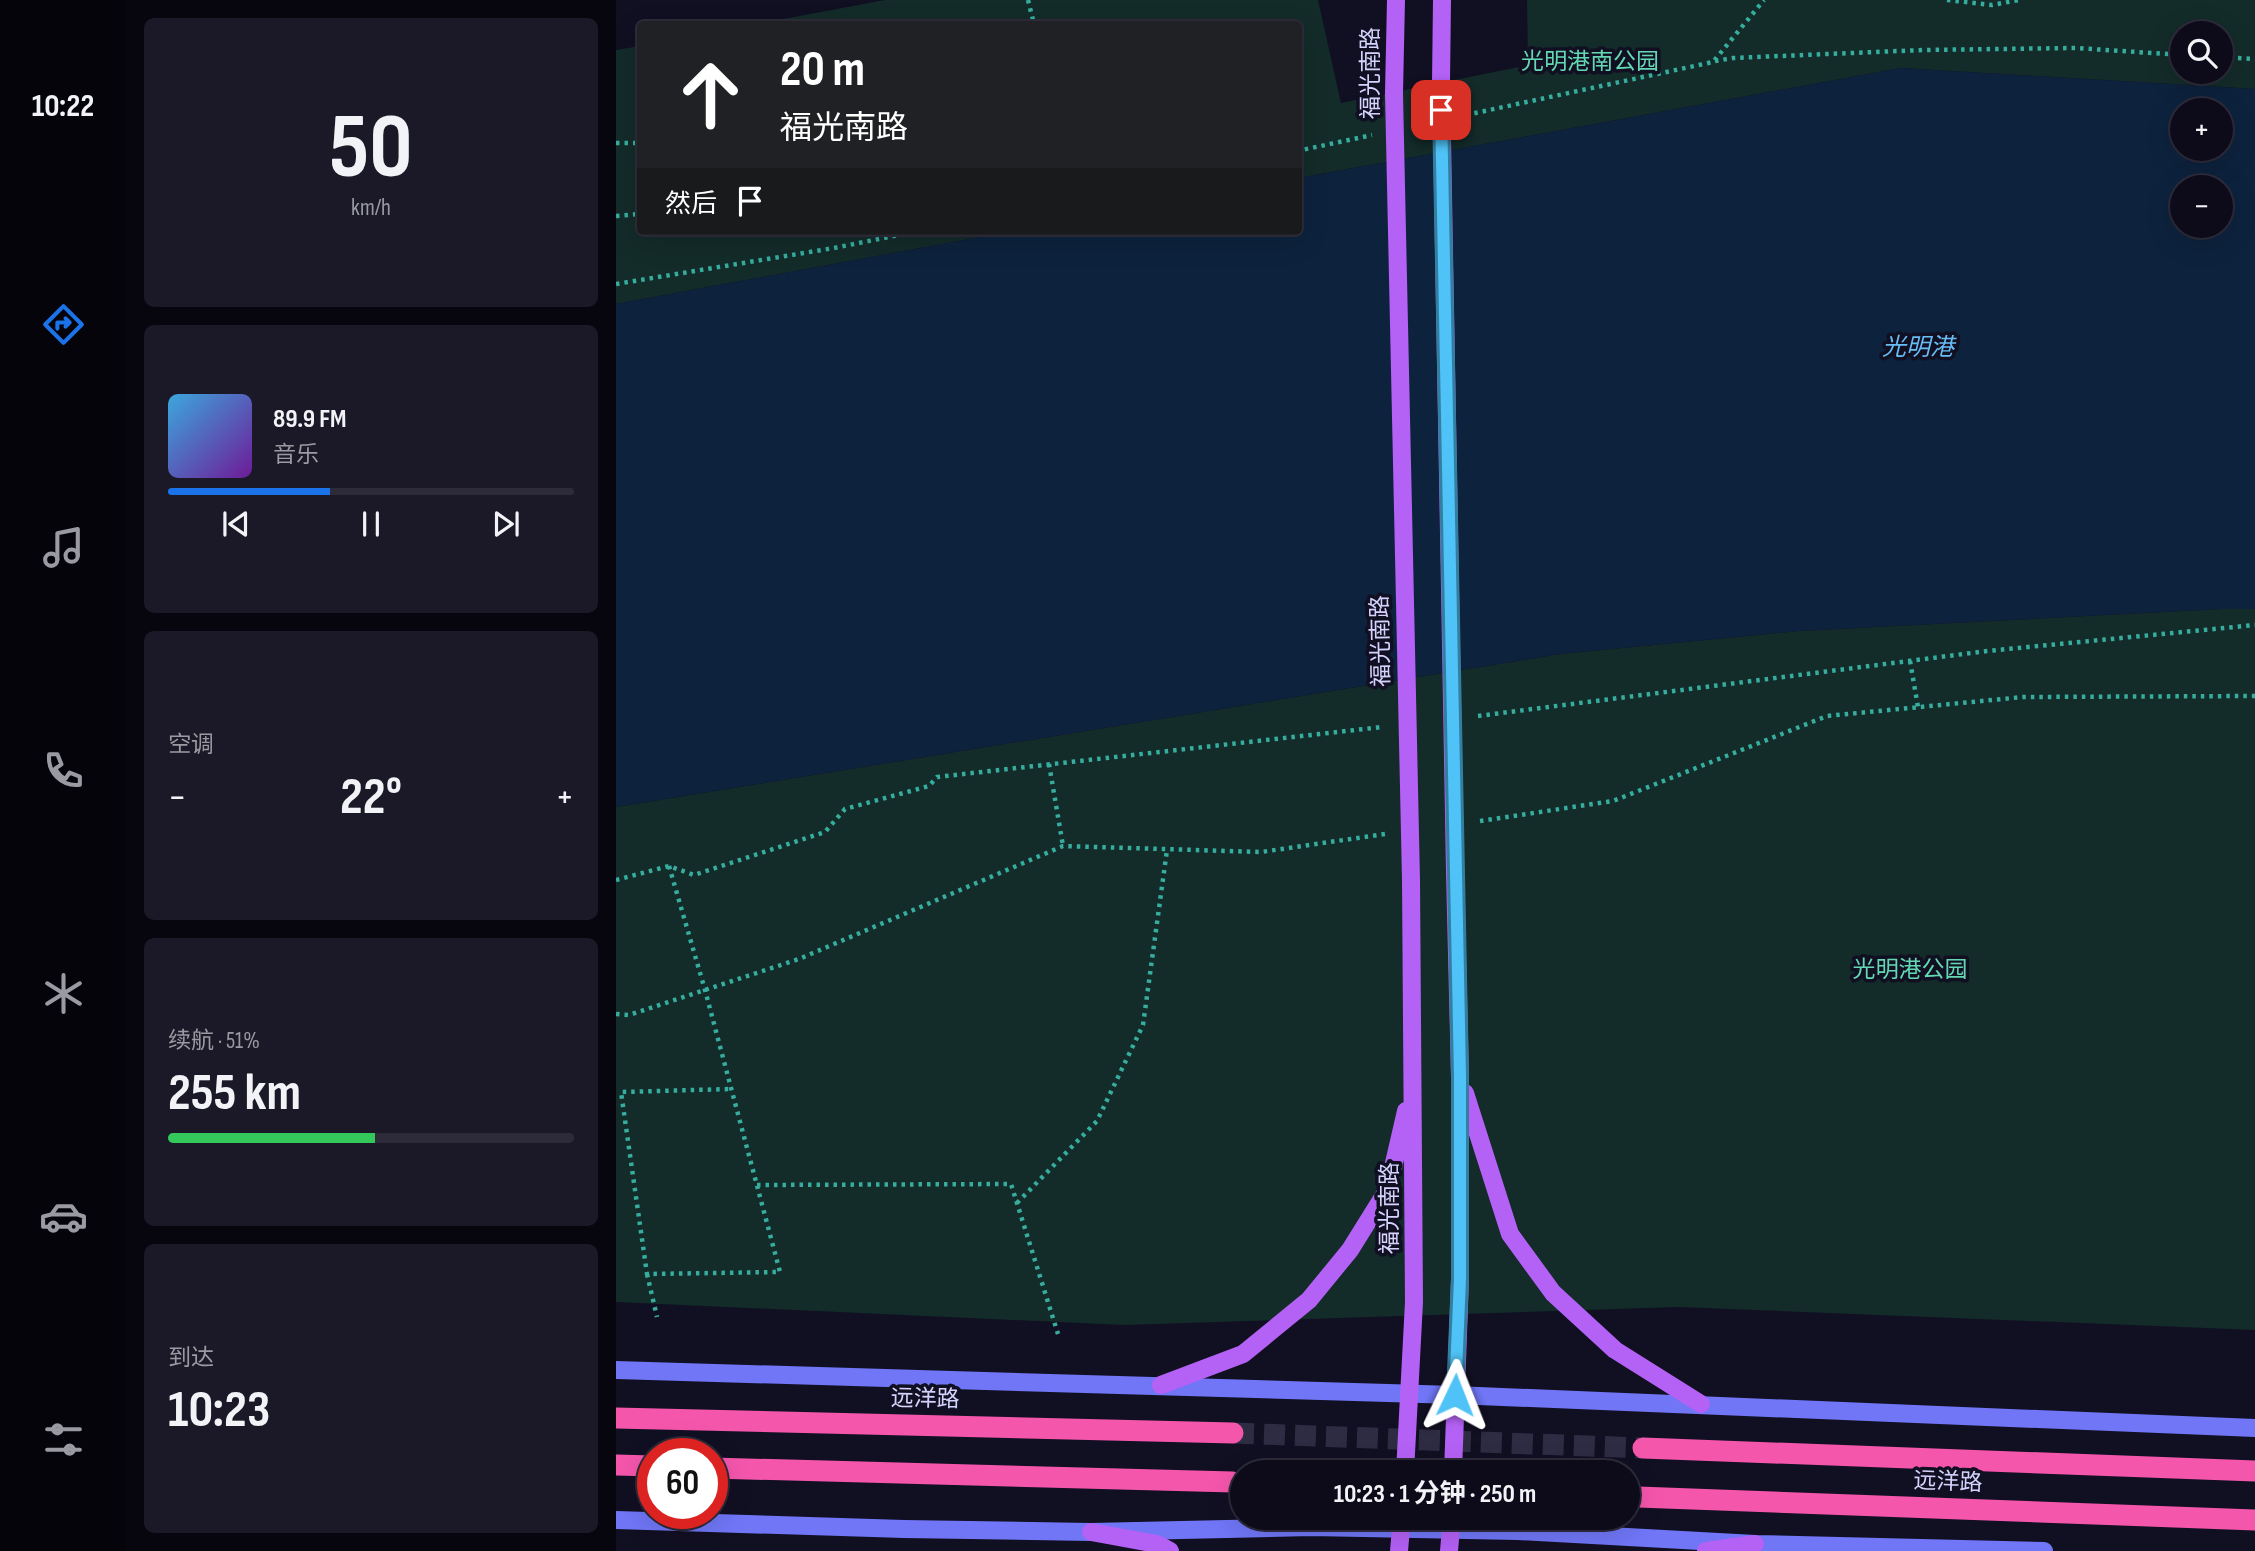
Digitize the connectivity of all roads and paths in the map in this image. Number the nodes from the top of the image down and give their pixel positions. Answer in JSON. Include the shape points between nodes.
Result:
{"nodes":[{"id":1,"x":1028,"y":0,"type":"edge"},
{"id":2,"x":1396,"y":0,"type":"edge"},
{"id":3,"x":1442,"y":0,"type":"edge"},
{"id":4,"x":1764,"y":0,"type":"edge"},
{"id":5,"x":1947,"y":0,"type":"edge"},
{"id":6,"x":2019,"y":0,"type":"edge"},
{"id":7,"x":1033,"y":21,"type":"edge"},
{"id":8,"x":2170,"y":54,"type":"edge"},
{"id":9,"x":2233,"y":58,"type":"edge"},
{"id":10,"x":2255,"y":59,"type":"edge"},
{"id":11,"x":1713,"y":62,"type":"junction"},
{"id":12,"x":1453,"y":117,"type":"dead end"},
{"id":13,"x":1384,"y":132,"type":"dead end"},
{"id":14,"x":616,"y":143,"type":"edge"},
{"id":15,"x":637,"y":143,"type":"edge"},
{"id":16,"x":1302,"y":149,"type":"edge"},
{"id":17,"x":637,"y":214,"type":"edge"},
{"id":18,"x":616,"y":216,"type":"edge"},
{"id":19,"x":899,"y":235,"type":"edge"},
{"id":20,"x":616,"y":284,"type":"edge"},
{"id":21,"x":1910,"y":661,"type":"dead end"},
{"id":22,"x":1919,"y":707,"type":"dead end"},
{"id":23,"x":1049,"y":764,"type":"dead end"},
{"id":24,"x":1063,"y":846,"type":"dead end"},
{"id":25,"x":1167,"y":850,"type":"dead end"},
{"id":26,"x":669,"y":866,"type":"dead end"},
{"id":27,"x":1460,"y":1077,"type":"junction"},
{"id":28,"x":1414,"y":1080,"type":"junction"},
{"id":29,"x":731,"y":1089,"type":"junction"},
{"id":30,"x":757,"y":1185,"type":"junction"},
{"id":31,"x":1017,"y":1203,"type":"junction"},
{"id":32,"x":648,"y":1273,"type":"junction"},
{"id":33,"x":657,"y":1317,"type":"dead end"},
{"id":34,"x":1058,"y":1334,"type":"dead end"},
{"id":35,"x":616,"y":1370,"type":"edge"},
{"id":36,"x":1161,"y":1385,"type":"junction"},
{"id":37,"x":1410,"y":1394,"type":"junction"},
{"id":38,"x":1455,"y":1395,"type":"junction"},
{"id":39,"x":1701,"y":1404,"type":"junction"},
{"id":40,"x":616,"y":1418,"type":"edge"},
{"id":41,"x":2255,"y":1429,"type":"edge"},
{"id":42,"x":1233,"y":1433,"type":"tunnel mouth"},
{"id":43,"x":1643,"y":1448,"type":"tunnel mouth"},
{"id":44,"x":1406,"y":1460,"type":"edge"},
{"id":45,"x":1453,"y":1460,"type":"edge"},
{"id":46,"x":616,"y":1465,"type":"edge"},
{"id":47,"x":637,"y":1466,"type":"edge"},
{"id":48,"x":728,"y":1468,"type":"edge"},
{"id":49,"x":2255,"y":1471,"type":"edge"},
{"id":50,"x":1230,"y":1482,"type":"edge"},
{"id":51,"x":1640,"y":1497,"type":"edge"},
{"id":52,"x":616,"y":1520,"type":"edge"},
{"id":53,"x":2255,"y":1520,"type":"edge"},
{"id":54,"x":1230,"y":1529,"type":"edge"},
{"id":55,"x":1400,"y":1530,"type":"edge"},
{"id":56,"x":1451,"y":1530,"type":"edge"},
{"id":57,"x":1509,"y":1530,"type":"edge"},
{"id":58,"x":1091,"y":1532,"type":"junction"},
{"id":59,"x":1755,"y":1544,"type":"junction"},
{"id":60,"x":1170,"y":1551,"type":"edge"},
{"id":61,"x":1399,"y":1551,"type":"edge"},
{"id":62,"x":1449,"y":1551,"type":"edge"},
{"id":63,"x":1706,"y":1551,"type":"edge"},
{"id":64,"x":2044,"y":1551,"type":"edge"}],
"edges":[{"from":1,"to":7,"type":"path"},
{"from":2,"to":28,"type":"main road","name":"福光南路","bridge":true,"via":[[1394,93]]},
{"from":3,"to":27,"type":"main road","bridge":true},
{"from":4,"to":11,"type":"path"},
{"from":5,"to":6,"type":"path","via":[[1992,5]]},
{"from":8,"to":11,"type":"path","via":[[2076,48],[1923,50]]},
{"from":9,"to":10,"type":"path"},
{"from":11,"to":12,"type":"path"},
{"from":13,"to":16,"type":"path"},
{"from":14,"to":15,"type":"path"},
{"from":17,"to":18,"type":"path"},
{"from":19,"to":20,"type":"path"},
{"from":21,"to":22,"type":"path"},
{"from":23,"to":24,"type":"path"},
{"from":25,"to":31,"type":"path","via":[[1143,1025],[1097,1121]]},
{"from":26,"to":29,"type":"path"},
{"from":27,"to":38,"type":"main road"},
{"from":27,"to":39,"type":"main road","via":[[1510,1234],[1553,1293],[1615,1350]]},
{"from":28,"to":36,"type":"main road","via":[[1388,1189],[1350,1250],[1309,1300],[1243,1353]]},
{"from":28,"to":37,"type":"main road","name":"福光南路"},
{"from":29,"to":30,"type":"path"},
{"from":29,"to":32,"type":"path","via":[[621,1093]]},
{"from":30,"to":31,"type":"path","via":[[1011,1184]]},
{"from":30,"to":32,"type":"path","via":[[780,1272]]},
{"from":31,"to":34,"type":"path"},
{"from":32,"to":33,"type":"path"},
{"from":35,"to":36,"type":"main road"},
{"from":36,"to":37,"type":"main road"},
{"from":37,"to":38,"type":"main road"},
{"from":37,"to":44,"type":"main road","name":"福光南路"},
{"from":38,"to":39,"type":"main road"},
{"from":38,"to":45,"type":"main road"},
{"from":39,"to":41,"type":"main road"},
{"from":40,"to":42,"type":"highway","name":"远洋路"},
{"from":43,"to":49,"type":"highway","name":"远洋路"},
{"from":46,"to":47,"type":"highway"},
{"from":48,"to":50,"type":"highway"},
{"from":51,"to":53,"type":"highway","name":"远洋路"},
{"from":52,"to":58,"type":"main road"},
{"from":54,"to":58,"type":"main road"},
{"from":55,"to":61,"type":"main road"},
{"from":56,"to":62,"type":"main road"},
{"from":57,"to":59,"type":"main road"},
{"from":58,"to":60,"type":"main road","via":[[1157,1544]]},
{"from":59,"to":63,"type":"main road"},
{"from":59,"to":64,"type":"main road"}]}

──────

*GOAL OF THE EXERCISE*. Go through the data above and find the lines with the word "mouth". Copy each of those lines.

*WRITTEN RESPONSE*.
{"id":42,"x":1233,"y":1433,"type":"tunnel mouth"},
{"id":43,"x":1643,"y":1448,"type":"tunnel mouth"},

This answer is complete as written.